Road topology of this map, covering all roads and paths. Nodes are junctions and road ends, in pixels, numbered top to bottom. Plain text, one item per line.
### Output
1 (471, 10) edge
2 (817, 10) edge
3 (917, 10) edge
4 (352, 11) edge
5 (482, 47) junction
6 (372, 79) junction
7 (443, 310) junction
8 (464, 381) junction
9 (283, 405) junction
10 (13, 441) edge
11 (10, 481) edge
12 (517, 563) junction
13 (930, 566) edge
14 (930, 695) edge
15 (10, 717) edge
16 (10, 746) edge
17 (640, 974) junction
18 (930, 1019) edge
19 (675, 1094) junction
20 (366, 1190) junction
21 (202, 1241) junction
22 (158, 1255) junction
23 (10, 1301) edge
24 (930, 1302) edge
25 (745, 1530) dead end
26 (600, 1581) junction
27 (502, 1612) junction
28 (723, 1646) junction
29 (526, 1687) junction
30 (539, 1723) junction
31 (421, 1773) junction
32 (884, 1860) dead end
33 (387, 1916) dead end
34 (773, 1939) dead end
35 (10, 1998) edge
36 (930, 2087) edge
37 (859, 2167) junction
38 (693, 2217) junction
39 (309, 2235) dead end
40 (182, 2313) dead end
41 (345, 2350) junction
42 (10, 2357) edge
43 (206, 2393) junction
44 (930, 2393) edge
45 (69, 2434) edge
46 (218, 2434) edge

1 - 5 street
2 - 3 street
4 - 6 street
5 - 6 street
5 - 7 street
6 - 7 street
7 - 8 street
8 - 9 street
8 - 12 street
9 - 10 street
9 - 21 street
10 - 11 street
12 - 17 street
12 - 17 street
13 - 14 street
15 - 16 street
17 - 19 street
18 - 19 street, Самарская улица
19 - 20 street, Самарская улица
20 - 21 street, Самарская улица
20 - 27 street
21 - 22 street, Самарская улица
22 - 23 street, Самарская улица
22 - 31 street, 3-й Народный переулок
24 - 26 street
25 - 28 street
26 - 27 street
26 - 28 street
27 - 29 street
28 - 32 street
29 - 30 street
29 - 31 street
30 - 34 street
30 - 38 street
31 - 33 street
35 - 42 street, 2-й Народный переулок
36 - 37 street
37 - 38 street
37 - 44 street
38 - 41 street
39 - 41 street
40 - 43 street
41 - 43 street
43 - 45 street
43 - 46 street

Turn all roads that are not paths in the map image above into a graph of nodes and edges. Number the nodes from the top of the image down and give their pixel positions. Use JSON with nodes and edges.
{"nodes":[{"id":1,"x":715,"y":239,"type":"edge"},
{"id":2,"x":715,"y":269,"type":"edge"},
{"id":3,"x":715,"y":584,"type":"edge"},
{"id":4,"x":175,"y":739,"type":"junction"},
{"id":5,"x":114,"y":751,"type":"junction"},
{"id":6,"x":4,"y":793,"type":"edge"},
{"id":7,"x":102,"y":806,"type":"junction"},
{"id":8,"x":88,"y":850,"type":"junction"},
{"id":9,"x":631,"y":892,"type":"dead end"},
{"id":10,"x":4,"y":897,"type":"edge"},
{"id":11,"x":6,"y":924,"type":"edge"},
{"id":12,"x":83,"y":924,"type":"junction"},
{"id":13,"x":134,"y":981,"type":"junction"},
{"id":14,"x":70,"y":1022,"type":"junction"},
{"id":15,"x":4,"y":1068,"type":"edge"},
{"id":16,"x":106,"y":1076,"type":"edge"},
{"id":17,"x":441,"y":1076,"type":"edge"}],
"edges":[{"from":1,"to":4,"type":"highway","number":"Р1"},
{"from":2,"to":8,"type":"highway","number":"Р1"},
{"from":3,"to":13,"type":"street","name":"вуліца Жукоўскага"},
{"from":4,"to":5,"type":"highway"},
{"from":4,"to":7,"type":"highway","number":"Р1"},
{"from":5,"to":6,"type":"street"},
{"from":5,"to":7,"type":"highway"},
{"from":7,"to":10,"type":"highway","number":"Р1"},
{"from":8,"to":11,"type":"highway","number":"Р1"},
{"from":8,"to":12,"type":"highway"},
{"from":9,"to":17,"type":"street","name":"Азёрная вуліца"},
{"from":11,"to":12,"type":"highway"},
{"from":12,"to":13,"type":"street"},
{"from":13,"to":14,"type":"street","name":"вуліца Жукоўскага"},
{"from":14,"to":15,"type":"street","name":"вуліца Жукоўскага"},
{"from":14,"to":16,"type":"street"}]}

WHAT IS REQUIRED:
The job is to copy each line from the material above that holds the word "highway".

ANSWER FOR THIS EXERCISE:
"edges":[{"from":1,"to":4,"type":"highway","number":"Р1"},
{"from":2,"to":8,"type":"highway","number":"Р1"},
{"from":4,"to":5,"type":"highway"},
{"from":4,"to":7,"type":"highway","number":"Р1"},
{"from":5,"to":7,"type":"highway"},
{"from":7,"to":10,"type":"highway","number":"Р1"},
{"from":8,"to":11,"type":"highway","number":"Р1"},
{"from":8,"to":12,"type":"highway"},
{"from":11,"to":12,"type":"highway"},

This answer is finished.